◆ **WHAT THE EXERCISE ASKS**
Please find the lines in the entries below that contain the word "Maidstone", and copy each one.

[Collected data]
►
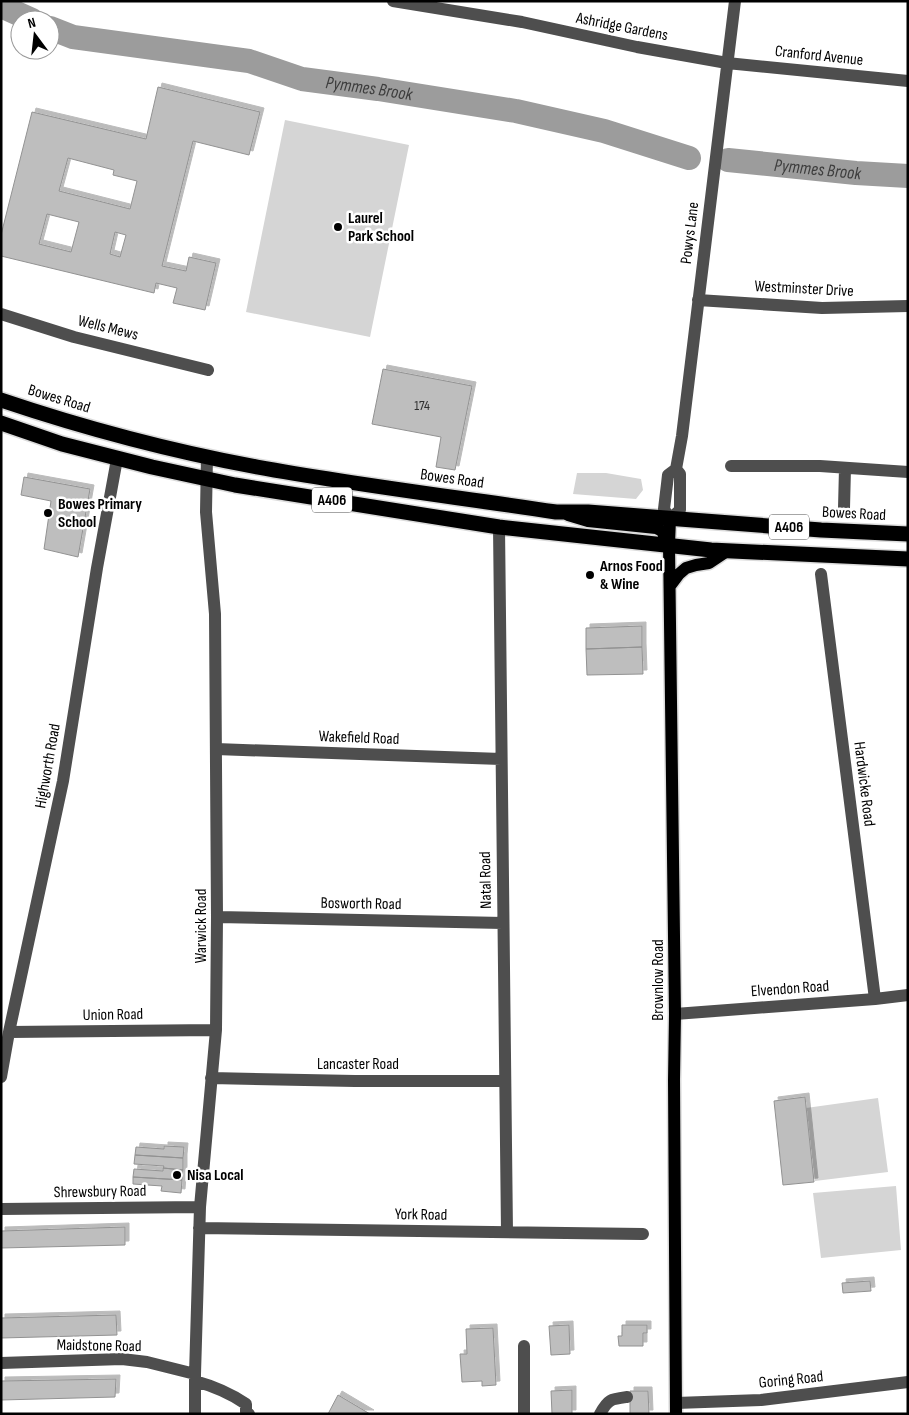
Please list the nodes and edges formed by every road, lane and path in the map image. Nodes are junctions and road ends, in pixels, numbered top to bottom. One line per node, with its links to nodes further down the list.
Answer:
1 (394, 1): 3 (street, Ashridge Gardens)
2 (735, 1): 3 (street, Powys Lane)
3 (727, 63): 4 (street, Cranford Avenue); 5 (street, Powys Lane)
4 (908, 81)
5 (698, 300): 6 (street, Westminster Drive); 19 (street, Powys Lane)
6 (908, 306)
7 (1, 314): 8 (street, Wells Mews)
8 (208, 370)
9 (1, 400): 11 (highway, Bowes Road / A406)
10 (1, 423): 12 (highway, A406)
11 (207, 456): 16 (street, Warwick Road); 18 (highway, Bowes Road / A406)
12 (117, 458): 16 (highway, A406); 35 (street, Highworth Road)
13 (731, 466): 14 (street)
14 (846, 468): 15 (street); 17 (street)
15 (908, 472)
16 (207, 479): 20 (highway, A406); 27 (street, Warwick Road)
17 (844, 508)
18 (556, 512): 19 (highway, Bowes Road / A406); 22 (main road, A406)
19 (670, 519): 21 (highway, Bowes Road / A406); 22 (main road, Powys Lane)
20 (499, 527): 22 (highway, A406); 28 (street, Natal Road)
21 (908, 534)
22 (669, 545): 23 (highway, A406); 26 (main road, Brownlow Road)
23 (727, 551): 24 (highway, A406); 26 (main road)
24 (908, 558)
25 (821, 574): 32 (street, Hardwicke Road)
26 (670, 586): 33 (main road, Brownlow Road)
27 (216, 749): 28 (street, Wakefield Road); 29 (street, Warwick Road)
28 (501, 759): 30 (street, Natal Road)
29 (217, 917): 30 (street, Bosworth Road); 34 (street, Warwick Road)
30 (503, 923): 38 (street, Natal Road)
31 (908, 995): 32 (street, Elvendon Road)
32 (875, 999): 33 (street, Elvendon Road)
33 (675, 1014): 49 (main road, Brownlow Road)
34 (216, 1030): 35 (street, Union Road); 37 (street, Warwick Road)
35 (9, 1032): 36 (street, Highworth Road)
36 (1, 1077)
37 (211, 1078): 38 (street, Lancaster Road); 39 (street, Warwick Road)
38 (505, 1081): 42 (street, Natal Road)
39 (200, 1207): 40 (street, Shrewsbury Road); 41 (street, Warwick Road)
40 (1, 1209)
41 (199, 1228): 42 (street, York Road); 46 (street, Warwick Road)
42 (507, 1232): 43 (street, York Road)
43 (643, 1234)
44 (524, 1346): 52 (street)
45 (1, 1362): 46 (street, Maidstone Road)
46 (195, 1377): 50 (street, Warwick Road); 51 (street, Maidstone Road)
47 (908, 1382): 49 (street, Goring Road)
48 (628, 1397): 53 (street)
49 (676, 1408)
50 (195, 1414)
51 (249, 1414)
52 (524, 1414)
53 (600, 1414)

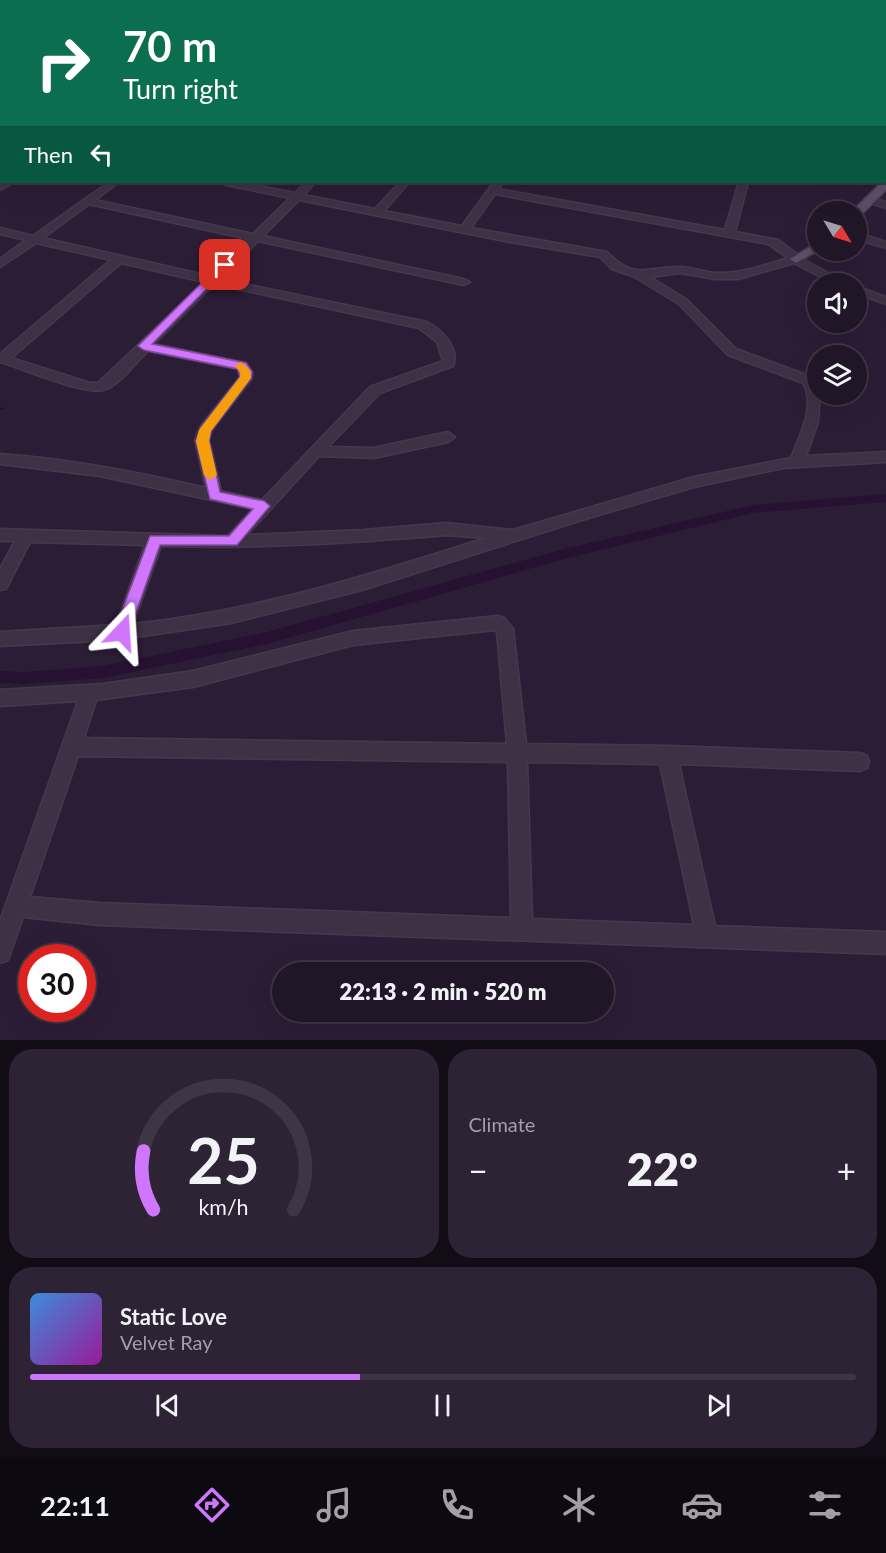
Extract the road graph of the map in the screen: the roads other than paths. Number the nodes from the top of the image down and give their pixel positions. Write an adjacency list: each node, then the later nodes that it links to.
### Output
1 (113, 183): 10 (street)
2 (231, 183): 8 (street)
3 (310, 183): 8 (street)
4 (404, 183): 13 (street)
5 (744, 183): 16 (street)
6 (886, 184): 9 (main road)
7 (496, 186): 14 (street); 16 (street)
8 (296, 196): 13 (street); 17 (street)
9 (870, 200): 11 (main road); 12 (street)
10 (87, 201): 17 (street); 18 (street)
11 (867, 203)
12 (886, 205)
13 (378, 212): 14 (street)
14 (464, 230): 26 (street)
15 (0, 231): 18 (street)
16 (730, 232): 23 (street)
17 (255, 236): 27 (street); 28 (street)
18 (35, 239): 22 (street); 24 (street)
19 (867, 239): 20 (street)
20 (886, 245)
21 (807, 252): 23 (main road)
22 (120, 258): 27 (street); 32 (street)
23 (796, 259): 25 (street); 26 (street)
24 (0, 264)
25 (823, 273)
26 (639, 275): 37 (street)
27 (210, 280): 31 (street); 34 (street)
28 (465, 282)
29 (867, 294): 30 (street)
30 (886, 302)
31 (144, 346): 32 (street); 38 (street)
32 (1, 359)
33 (448, 437): 34 (street)
34 (315, 451): 39 (street)
35 (886, 457): 37 (street)
36 (0, 459): 38 (street)
37 (796, 464): 41 (street)
38 (215, 495): 39 (street)
39 (264, 506): 44 (street)
40 (0, 535): 42 (street)
41 (517, 535): 44 (street); 46 (street)
42 (25, 536): 43 (street); 45 (street)
43 (155, 540): 44 (street); 46 (street)
44 (232, 542)
45 (0, 584)
46 (122, 632): 47 (street)
47 (0, 639)
48 (90, 693): 49 (street); 50 (street); 51 (street)
49 (0, 698)
50 (71, 747): 51 (street); 54 (street)
51 (517, 752): 52 (street); 55 (street)
52 (668, 755): 53 (street); 56 (street)
53 (860, 762)
54 (16, 906): 55 (street); 58 (street)
55 (522, 930): 56 (street)
56 (707, 937): 57 (street)
57 (886, 943)
58 (0, 952)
◄
◆ **TASK RESPONSE**
45 (1, 1362): 46 (street, Maidstone Road)
46 (195, 1377): 50 (street, Warwick Road); 51 (street, Maidstone Road)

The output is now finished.